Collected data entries
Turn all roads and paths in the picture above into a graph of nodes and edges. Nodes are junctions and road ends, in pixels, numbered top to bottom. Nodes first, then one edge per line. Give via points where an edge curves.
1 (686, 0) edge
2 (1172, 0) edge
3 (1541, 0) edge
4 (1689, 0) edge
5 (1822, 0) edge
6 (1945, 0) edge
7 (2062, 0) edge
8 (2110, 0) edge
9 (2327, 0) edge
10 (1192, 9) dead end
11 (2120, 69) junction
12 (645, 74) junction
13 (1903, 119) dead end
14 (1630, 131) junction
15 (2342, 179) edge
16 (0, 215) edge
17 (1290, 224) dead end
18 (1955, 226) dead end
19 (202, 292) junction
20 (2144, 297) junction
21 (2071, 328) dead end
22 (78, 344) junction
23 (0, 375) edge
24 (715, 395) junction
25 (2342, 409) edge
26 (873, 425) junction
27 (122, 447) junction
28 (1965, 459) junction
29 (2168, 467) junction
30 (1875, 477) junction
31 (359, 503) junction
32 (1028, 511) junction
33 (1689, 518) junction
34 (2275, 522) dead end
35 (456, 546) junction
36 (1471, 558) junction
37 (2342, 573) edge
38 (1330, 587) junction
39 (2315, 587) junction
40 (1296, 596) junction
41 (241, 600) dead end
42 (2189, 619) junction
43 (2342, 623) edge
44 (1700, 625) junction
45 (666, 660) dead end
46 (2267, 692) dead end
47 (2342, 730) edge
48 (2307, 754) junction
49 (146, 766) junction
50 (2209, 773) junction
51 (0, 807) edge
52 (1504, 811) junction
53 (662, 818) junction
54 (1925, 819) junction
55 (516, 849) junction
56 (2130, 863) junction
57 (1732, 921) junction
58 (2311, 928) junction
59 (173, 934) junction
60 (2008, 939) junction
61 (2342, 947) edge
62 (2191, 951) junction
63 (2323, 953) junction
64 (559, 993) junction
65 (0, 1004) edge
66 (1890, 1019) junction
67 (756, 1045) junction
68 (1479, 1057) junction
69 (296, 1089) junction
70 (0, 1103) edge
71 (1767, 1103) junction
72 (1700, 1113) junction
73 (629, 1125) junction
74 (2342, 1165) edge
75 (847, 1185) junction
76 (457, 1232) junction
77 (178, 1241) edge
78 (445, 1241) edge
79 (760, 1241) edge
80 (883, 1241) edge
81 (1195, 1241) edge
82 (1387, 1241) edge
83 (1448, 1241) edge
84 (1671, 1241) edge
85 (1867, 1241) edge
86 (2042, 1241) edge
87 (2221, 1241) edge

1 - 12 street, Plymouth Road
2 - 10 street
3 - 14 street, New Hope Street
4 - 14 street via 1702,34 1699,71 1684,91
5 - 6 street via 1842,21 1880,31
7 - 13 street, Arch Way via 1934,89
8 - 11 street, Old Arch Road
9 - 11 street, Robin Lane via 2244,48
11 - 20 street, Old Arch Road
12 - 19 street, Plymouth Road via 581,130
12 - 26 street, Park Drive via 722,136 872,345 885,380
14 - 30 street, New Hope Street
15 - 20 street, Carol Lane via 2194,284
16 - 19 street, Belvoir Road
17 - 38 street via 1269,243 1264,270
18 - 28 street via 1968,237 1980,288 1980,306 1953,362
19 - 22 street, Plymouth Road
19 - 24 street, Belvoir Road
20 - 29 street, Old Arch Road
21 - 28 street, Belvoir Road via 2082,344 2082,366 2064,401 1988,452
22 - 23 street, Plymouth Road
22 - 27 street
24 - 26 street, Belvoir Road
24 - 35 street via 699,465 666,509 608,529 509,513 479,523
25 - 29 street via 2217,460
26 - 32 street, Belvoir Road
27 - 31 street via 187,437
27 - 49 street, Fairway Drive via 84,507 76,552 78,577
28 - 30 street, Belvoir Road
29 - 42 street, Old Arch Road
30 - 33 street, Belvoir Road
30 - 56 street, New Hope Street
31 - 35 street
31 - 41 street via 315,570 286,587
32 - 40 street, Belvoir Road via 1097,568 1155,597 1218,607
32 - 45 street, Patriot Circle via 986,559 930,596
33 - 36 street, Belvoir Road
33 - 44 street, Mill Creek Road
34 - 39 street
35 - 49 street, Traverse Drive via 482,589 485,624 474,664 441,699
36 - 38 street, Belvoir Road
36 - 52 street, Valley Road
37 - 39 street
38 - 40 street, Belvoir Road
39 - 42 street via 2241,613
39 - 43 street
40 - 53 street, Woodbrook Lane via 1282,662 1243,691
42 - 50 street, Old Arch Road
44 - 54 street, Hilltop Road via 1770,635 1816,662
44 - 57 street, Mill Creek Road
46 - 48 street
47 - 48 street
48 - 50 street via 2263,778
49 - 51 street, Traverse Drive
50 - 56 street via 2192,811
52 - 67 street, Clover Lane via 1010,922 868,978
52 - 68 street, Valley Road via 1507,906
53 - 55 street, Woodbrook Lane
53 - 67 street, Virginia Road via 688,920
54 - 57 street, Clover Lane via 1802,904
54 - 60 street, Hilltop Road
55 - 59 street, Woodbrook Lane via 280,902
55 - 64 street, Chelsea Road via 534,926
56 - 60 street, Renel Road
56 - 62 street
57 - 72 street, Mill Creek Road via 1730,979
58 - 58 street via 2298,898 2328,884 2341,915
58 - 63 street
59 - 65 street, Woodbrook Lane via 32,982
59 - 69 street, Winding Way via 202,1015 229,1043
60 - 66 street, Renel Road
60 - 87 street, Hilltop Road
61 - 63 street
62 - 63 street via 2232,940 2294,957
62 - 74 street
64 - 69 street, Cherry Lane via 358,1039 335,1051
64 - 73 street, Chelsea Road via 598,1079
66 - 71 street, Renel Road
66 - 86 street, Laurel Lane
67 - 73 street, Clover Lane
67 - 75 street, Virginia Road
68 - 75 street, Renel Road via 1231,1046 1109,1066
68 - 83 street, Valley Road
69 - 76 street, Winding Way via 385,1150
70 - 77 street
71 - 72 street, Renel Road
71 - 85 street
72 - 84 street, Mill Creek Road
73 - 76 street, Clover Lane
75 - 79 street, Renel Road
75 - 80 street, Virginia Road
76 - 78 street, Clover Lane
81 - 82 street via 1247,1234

### [YOUR ASSIGNMENT]
For every line above in which the string "Chelsea" appears, add one; please give the final count and nothing else.

### [ANSWER SPACE]
2